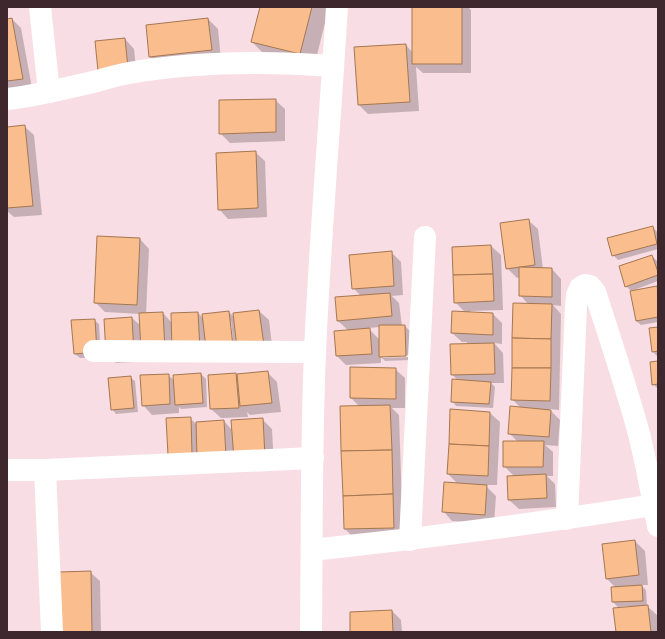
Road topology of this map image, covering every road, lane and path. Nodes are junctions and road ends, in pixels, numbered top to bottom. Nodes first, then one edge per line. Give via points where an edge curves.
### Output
═══
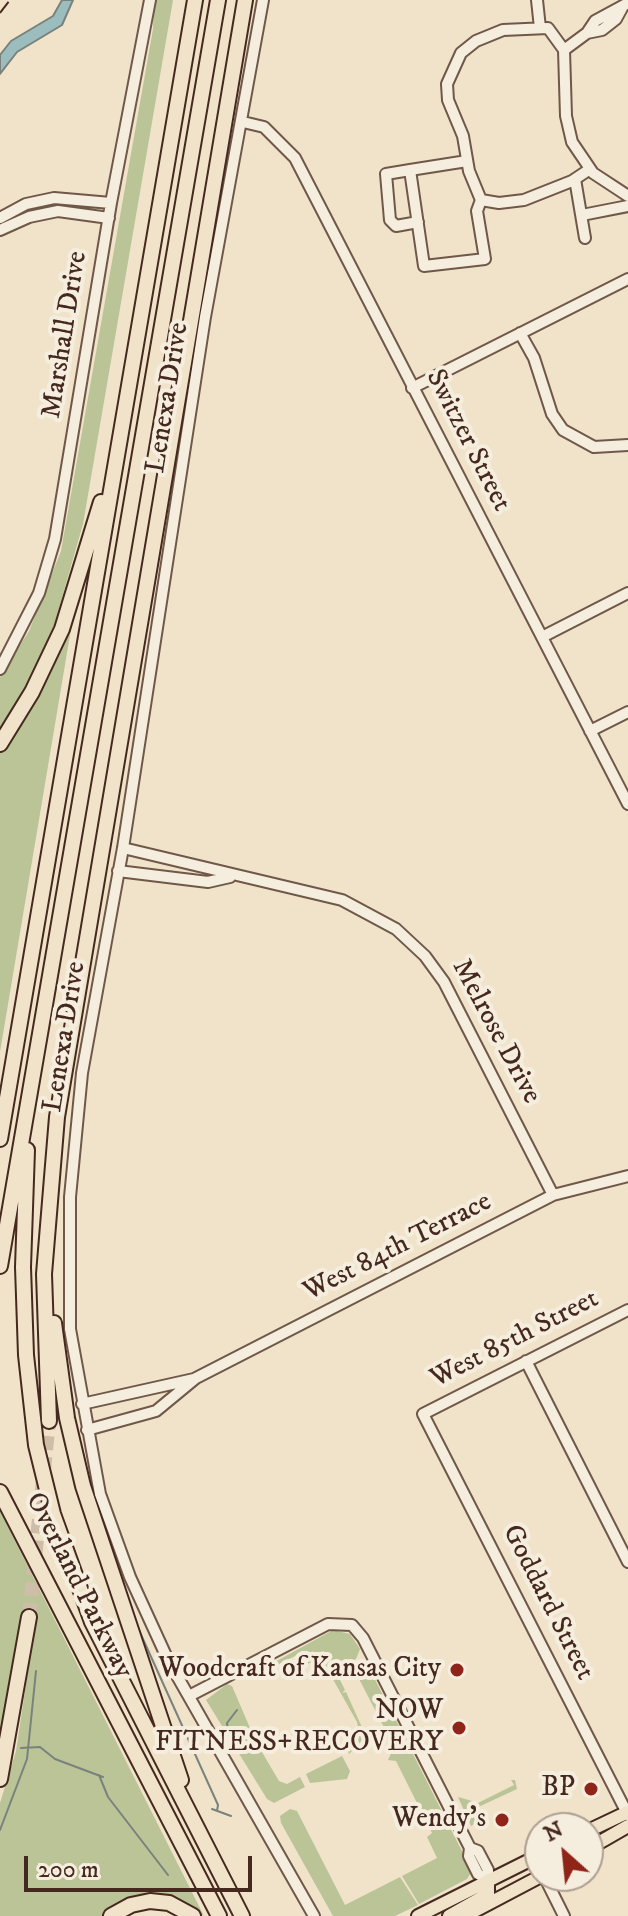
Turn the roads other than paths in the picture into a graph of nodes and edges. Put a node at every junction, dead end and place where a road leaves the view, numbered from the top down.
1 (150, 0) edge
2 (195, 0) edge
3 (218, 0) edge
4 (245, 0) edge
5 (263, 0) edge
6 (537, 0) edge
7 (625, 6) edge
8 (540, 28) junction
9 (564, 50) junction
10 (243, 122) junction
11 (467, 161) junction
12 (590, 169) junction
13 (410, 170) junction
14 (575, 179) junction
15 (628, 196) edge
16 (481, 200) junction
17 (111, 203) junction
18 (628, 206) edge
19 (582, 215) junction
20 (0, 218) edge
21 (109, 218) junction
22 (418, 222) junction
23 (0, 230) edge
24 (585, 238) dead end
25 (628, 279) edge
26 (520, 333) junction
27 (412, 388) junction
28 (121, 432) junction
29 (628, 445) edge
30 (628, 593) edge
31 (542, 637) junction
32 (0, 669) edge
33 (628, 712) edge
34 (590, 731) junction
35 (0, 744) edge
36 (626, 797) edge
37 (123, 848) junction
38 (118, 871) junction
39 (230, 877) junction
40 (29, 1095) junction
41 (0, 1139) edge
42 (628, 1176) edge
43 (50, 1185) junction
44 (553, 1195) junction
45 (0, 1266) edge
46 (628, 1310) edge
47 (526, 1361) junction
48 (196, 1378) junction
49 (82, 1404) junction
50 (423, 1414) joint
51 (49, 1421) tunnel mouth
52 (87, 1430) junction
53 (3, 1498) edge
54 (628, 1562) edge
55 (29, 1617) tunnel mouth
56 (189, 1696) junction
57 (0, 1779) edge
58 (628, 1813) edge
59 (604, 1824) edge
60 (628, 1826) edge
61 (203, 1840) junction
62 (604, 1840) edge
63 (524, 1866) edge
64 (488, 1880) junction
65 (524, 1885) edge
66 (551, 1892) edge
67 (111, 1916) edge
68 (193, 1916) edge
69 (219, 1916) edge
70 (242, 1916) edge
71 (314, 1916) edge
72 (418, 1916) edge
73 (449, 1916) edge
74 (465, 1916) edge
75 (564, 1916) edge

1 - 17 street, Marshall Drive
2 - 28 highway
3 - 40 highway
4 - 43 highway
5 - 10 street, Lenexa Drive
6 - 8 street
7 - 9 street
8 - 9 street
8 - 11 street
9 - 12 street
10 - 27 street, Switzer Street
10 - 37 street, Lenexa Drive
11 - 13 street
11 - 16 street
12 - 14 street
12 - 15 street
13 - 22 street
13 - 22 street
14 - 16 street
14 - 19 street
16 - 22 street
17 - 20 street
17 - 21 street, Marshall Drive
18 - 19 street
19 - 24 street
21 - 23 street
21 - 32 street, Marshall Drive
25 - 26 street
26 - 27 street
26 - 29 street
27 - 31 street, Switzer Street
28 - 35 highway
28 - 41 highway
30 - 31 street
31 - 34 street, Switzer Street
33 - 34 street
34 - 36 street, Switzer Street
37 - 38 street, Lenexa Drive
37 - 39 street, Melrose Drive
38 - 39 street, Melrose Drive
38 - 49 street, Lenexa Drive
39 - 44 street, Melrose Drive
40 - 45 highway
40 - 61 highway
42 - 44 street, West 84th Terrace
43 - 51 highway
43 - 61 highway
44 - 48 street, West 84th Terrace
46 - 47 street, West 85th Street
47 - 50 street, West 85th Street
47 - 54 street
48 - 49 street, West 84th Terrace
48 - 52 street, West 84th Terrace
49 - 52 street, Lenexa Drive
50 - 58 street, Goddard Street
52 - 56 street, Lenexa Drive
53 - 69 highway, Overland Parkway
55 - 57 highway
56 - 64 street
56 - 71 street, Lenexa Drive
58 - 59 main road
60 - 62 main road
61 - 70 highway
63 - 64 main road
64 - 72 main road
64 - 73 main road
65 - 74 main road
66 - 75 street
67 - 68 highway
═══
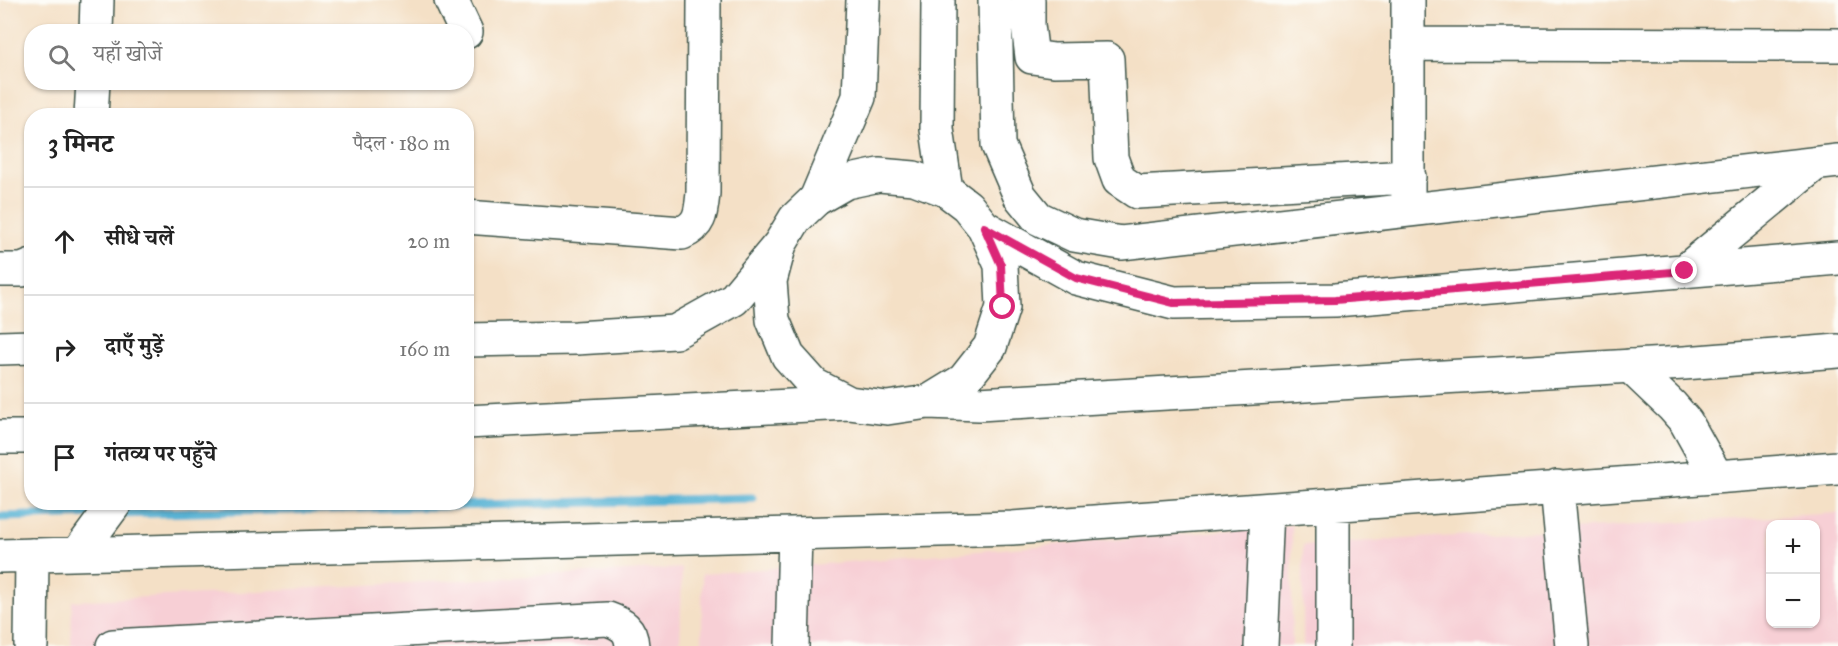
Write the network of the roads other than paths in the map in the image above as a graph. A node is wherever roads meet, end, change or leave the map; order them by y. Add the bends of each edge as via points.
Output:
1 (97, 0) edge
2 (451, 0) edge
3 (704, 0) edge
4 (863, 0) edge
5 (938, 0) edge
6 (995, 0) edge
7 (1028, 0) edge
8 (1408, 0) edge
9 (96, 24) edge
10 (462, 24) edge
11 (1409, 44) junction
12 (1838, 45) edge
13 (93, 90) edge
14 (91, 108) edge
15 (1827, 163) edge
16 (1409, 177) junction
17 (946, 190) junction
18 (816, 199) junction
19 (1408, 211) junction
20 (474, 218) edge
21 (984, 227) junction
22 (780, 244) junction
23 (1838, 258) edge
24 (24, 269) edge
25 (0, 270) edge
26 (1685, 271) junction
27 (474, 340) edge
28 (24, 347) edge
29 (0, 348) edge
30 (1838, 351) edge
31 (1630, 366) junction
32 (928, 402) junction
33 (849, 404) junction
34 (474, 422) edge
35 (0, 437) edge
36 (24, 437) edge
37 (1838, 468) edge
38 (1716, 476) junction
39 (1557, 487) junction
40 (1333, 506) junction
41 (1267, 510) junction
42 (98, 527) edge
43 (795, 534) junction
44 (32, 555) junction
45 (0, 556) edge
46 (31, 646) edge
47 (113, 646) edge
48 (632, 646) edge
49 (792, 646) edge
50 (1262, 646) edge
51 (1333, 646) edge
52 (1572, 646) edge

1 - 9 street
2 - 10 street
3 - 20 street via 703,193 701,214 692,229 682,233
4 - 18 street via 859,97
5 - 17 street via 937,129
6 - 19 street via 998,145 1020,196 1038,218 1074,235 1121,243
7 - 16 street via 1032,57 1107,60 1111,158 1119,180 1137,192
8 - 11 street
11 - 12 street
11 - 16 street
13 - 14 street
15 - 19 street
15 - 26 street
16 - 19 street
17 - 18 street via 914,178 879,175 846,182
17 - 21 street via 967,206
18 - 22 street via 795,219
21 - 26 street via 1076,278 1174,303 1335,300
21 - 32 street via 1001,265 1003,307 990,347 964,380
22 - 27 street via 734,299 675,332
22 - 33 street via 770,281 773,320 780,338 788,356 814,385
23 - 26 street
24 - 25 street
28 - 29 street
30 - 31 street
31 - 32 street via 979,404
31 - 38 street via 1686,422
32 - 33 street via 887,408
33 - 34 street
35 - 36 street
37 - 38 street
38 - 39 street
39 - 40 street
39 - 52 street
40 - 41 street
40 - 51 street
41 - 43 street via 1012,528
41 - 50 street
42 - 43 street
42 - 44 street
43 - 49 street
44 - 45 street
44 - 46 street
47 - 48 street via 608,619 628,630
═══
**ABOUT THIS TASK:** Identify the lines in the entries that hold "points" and return each one.

**SOLUTION:**
Road topology of this map image, covering every road, lane and path. Nodes are junctions and road ends, in pixels, numbered top to bottom. Nodes first, then one edge per line. Give via points where an edge curves.
Write the network of the roads other than paths in the map in the image above as a graph. A node is wherever roads meet, end, change or leave the map; order them by y. Add the bends of each edge as via points.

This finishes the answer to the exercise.